I've long wondered if some of this is Caesarean propaganda, portraying the disorder and confusion of democracy versus the firm control (and success) of autocracy. For example:

[quote]

You make a fair point, but i think that wasn't the case. We have to ask ourselves how did it occur that Pompey decided to go into battle? No doubt that he was in a better position. Backed up by the senate, with strategically better position of the camp, larger army and provisions of all kind. Caesar's position was the opposite. The only way he could have changed his position (ending hunger and low morale of his army) is if Pompey offered battle. Pompey mush have known this, and the fact who he was fighting against. He was, as i said, a calculated general. To enter in a battle with recruits and mercenaries (who haven't been trained in roman formation of great scale) against hungry veterans (10 years of constant warfare) who were fighting for their lives is a mistake some ill trained, and ill experienced general would do, not Pompey. Even more, his formation and tactics at Pharsalus show how untrained his army was.

When the armies were in formation, he didn't order an advance - which Caesar later said was a mistake, but actually, it was the best move in given time. He didn't order an advance because his army was untrained in battle march and his first line would, in a simple march, be broken and looked more like a letter S. (because of the different speed with which soldiers would march). After entering battle all he could do is try to outflank Caesar with his cavalry, a move no roman general would do in a pitched battle, but Pompey had to. (in fact it was Labienus' tactics)

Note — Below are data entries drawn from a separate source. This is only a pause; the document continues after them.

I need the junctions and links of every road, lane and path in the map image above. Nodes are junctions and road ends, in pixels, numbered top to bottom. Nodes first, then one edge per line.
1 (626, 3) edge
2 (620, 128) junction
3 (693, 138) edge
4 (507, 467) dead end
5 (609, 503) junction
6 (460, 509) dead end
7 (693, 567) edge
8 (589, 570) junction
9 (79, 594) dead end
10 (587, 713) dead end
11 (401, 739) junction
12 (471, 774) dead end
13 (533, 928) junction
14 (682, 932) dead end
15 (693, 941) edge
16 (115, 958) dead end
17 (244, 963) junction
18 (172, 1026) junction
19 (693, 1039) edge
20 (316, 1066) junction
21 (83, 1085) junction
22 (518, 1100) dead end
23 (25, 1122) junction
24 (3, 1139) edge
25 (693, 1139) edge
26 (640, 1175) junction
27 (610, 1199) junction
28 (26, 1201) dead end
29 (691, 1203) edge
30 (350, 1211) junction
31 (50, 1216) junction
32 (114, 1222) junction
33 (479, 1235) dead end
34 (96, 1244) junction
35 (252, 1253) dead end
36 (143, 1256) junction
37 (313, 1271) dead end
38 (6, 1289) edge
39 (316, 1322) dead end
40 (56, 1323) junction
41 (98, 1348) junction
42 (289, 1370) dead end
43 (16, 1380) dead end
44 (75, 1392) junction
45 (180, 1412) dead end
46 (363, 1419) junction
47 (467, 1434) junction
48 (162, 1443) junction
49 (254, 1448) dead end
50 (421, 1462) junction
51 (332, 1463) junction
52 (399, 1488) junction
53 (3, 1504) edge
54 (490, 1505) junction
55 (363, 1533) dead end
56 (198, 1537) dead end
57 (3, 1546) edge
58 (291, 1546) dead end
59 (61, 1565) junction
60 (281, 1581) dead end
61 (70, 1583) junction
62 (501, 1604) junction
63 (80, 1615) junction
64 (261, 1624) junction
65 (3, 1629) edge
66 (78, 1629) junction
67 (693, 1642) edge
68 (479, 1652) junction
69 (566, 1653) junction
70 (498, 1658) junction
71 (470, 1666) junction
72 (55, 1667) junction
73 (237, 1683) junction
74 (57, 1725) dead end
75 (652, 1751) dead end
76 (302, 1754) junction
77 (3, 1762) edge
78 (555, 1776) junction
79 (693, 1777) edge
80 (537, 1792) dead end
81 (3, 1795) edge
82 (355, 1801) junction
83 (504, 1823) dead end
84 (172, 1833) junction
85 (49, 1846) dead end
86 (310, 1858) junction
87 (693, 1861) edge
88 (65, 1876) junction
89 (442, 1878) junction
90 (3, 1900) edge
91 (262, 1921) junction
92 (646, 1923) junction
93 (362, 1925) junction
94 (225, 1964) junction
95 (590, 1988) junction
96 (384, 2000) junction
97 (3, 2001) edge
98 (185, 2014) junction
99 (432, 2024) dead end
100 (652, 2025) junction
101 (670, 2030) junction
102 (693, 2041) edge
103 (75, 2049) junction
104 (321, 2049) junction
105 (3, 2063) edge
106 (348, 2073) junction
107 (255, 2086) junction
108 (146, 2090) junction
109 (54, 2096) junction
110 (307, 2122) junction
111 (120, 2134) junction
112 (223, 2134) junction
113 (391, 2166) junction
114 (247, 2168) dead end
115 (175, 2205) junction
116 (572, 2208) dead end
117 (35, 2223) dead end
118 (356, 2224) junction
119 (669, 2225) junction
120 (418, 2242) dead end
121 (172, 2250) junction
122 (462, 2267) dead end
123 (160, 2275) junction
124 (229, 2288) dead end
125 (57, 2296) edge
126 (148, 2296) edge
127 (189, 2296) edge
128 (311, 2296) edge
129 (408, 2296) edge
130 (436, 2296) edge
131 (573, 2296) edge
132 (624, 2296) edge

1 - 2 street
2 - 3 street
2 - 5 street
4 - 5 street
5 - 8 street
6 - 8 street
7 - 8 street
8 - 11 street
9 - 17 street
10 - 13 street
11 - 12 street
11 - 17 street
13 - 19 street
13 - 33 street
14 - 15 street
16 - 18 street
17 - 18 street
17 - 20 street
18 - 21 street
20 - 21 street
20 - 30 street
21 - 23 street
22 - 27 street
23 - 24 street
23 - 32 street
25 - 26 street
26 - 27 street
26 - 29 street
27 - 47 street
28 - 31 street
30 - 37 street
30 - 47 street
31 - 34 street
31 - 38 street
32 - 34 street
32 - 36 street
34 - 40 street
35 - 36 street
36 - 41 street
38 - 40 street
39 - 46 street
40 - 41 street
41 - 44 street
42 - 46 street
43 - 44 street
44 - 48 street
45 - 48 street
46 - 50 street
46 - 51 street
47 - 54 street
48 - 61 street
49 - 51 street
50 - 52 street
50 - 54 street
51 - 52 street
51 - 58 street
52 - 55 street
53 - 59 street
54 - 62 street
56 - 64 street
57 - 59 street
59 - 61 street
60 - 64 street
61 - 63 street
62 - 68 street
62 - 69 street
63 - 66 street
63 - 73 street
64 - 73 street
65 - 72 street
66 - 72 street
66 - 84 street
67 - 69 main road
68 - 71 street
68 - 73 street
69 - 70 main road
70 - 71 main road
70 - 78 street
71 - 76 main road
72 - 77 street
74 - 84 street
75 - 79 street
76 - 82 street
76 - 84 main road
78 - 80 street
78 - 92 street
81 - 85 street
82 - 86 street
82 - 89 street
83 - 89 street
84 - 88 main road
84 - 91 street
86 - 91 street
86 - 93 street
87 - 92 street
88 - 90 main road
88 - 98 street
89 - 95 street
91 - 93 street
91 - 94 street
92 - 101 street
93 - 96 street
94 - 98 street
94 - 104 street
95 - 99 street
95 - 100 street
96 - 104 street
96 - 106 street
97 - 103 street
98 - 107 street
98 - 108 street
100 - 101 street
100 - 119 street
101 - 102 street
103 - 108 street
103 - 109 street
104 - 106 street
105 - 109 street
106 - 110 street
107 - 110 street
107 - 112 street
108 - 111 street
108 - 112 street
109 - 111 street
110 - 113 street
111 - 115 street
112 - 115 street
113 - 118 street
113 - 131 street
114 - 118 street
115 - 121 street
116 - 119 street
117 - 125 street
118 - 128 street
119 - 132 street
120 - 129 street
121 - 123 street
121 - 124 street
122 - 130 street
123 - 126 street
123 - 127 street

We know for a fact that the senate in exile put pressure on Pompey to end Caesar. Some historians say that he did not have the 'political experience' to contradict the senate in this matter. For all his tactics show that he wanted to exhaust Caesar's army and force it to surrender. But he went into battle, accepting the plan of the senate. Contradictory, isn't it? My only regret is we will never find out what was going on in his mind when he ordered a battle cry. My guess is that he knew he would be defeated, but had to try something no man has tried and succesfully succeeded- to win a battle with cavalry.
It is not these well-fed long-haired men that I fear, but the pale and the hungry-looking.
Fedja.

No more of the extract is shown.